Work request
Copy all the lines of the listing below exactly. Skip the images.

Task material

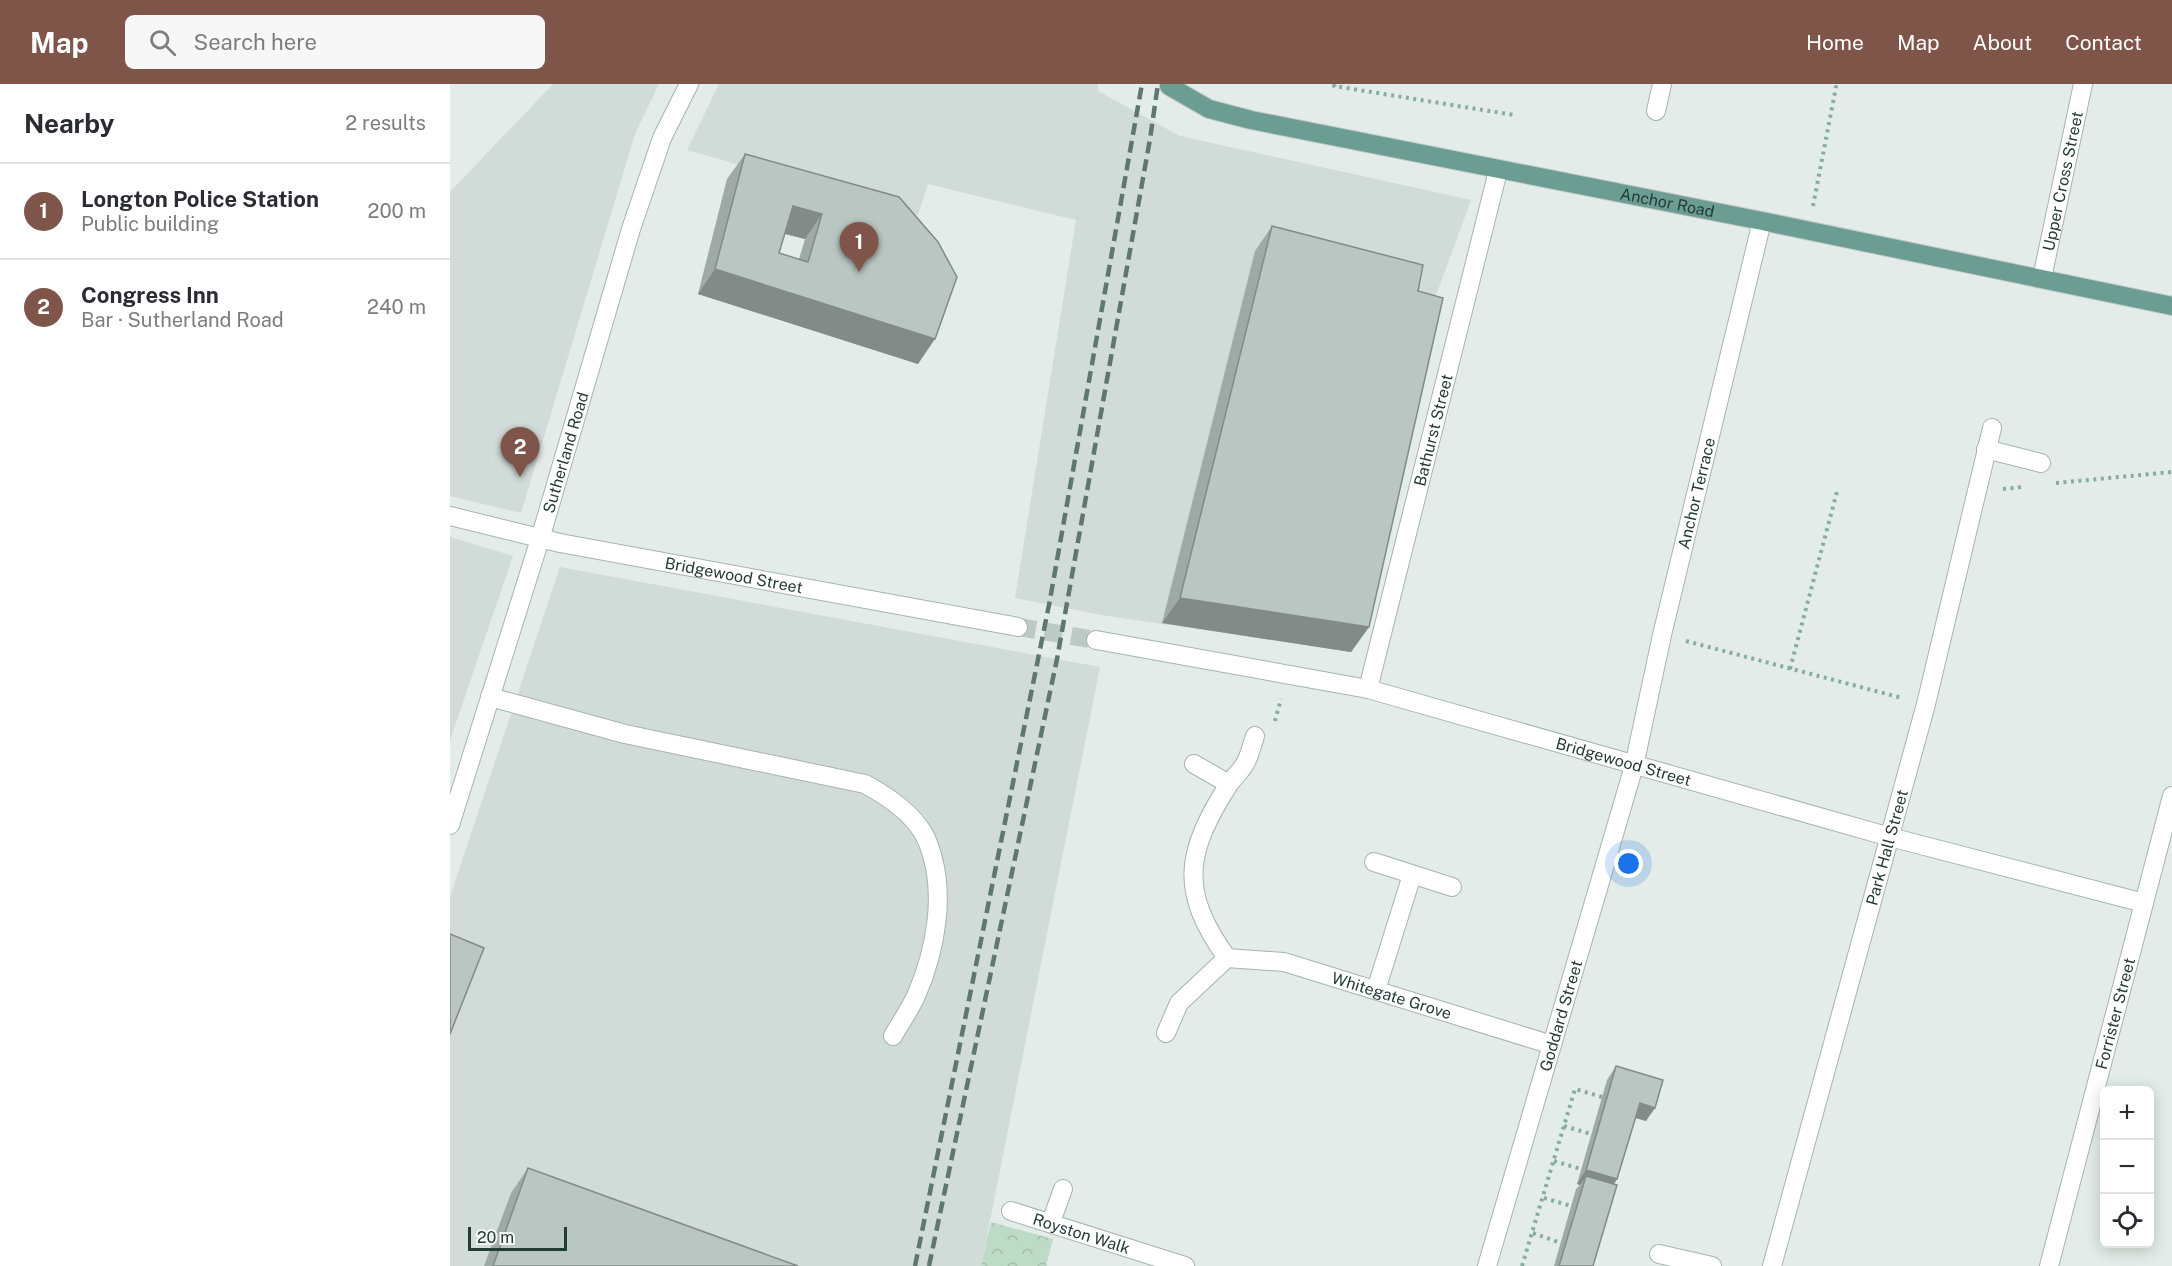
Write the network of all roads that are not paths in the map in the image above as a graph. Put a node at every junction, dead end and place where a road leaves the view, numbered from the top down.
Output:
1 (689, 84) edge
2 (1662, 84) edge
3 (2083, 84) edge
4 (1169, 86) dead end
5 (1656, 111) dead end
6 (1498, 171) junction
7 (1762, 221) junction
8 (2042, 278) junction
9 (2172, 306) edge
10 (1992, 428) dead end
11 (1986, 449) junction
12 (2041, 463) dead end
13 (450, 516) edge
14 (540, 539) junction
15 (1018, 627) tunnel mouth
16 (1096, 640) tunnel mouth
17 (1368, 689) junction
18 (490, 697) junction
19 (1255, 736) road end
20 (1194, 765) dead end
21 (1634, 766) junction
22 (1229, 784) junction
23 (2172, 796) edge
24 (450, 825) edge
25 (1890, 837) junction
26 (1374, 862) dead end
27 (1412, 874) junction
28 (1452, 887) dead end
29 (2144, 903) junction
30 (1227, 958) junction
31 (1376, 990) junction
32 (1167, 1033) dead end
33 (893, 1036) dead end
34 (1552, 1045) junction
35 (1063, 1189) dead end
36 (1011, 1211) dead end
37 (1051, 1222) junction
38 (1659, 1254) dead end
39 (1185, 1266) edge
40 (1487, 1266) edge
41 (1712, 1266) edge
42 (1772, 1266) edge
43 (2049, 1266) edge

1 - 14 street, Sutherland Road
2 - 5 street
3 - 8 street, Upper Cross Street
4 - 6 main road, Anchor Road
6 - 7 main road, Anchor Road
6 - 17 street, Bathurst Street
7 - 8 main road, Anchor Road
7 - 21 street, Anchor Terrace
8 - 9 main road, Anchor Road
10 - 11 street, Park Hall Street
11 - 12 street
11 - 25 street, Park Hall Street
13 - 14 street, Bridgewood Street
14 - 15 street, Bridgewood Street
14 - 18 street, Sutherland Road
16 - 17 street, Bridgewood Street
17 - 21 street, Bridgewood Street
18 - 24 street, Sutherland Road
18 - 33 street
19 - 22 street
20 - 22 street
21 - 25 street, Bridgewood Street
21 - 34 street, Goddard Street
22 - 30 street
23 - 29 street, Forrister Street
25 - 29 street, Bridgewood Street
25 - 42 street, Park Hall Street
26 - 27 street
27 - 28 street
27 - 31 street
29 - 43 street, Forrister Street
30 - 31 street, Whitegate Grove
30 - 32 street
31 - 34 street, Whitegate Grove
34 - 40 street, Goddard Street
35 - 37 street
36 - 37 street, Royston Walk
37 - 39 street, Royston Walk
38 - 41 street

Result for this task
Write the network of all roads that are not paths in the map in the image above as a graph. Put a node at every junction, dead end and place where a road leaves the view, numbered from the top down.
Output:
1 (689, 84) edge
2 (1662, 84) edge
3 (2083, 84) edge
4 (1169, 86) dead end
5 (1656, 111) dead end
6 (1498, 171) junction
7 (1762, 221) junction
8 (2042, 278) junction
9 (2172, 306) edge
10 (1992, 428) dead end
11 (1986, 449) junction
12 (2041, 463) dead end
13 (450, 516) edge
14 (540, 539) junction
15 (1018, 627) tunnel mouth
16 (1096, 640) tunnel mouth
17 (1368, 689) junction
18 (490, 697) junction
19 (1255, 736) road end
20 (1194, 765) dead end
21 (1634, 766) junction
22 (1229, 784) junction
23 (2172, 796) edge
24 (450, 825) edge
25 (1890, 837) junction
26 (1374, 862) dead end
27 (1412, 874) junction
28 (1452, 887) dead end
29 (2144, 903) junction
30 (1227, 958) junction
31 (1376, 990) junction
32 (1167, 1033) dead end
33 (893, 1036) dead end
34 (1552, 1045) junction
35 (1063, 1189) dead end
36 (1011, 1211) dead end
37 (1051, 1222) junction
38 (1659, 1254) dead end
39 (1185, 1266) edge
40 (1487, 1266) edge
41 (1712, 1266) edge
42 (1772, 1266) edge
43 (2049, 1266) edge

1 - 14 street, Sutherland Road
2 - 5 street
3 - 8 street, Upper Cross Street
4 - 6 main road, Anchor Road
6 - 7 main road, Anchor Road
6 - 17 street, Bathurst Street
7 - 8 main road, Anchor Road
7 - 21 street, Anchor Terrace
8 - 9 main road, Anchor Road
10 - 11 street, Park Hall Street
11 - 12 street
11 - 25 street, Park Hall Street
13 - 14 street, Bridgewood Street
14 - 15 street, Bridgewood Street
14 - 18 street, Sutherland Road
16 - 17 street, Bridgewood Street
17 - 21 street, Bridgewood Street
18 - 24 street, Sutherland Road
18 - 33 street
19 - 22 street
20 - 22 street
21 - 25 street, Bridgewood Street
21 - 34 street, Goddard Street
22 - 30 street
23 - 29 street, Forrister Street
25 - 29 street, Bridgewood Street
25 - 42 street, Park Hall Street
26 - 27 street
27 - 28 street
27 - 31 street
29 - 43 street, Forrister Street
30 - 31 street, Whitegate Grove
30 - 32 street
31 - 34 street, Whitegate Grove
34 - 40 street, Goddard Street
35 - 37 street
36 - 37 street, Royston Walk
37 - 39 street, Royston Walk
38 - 41 street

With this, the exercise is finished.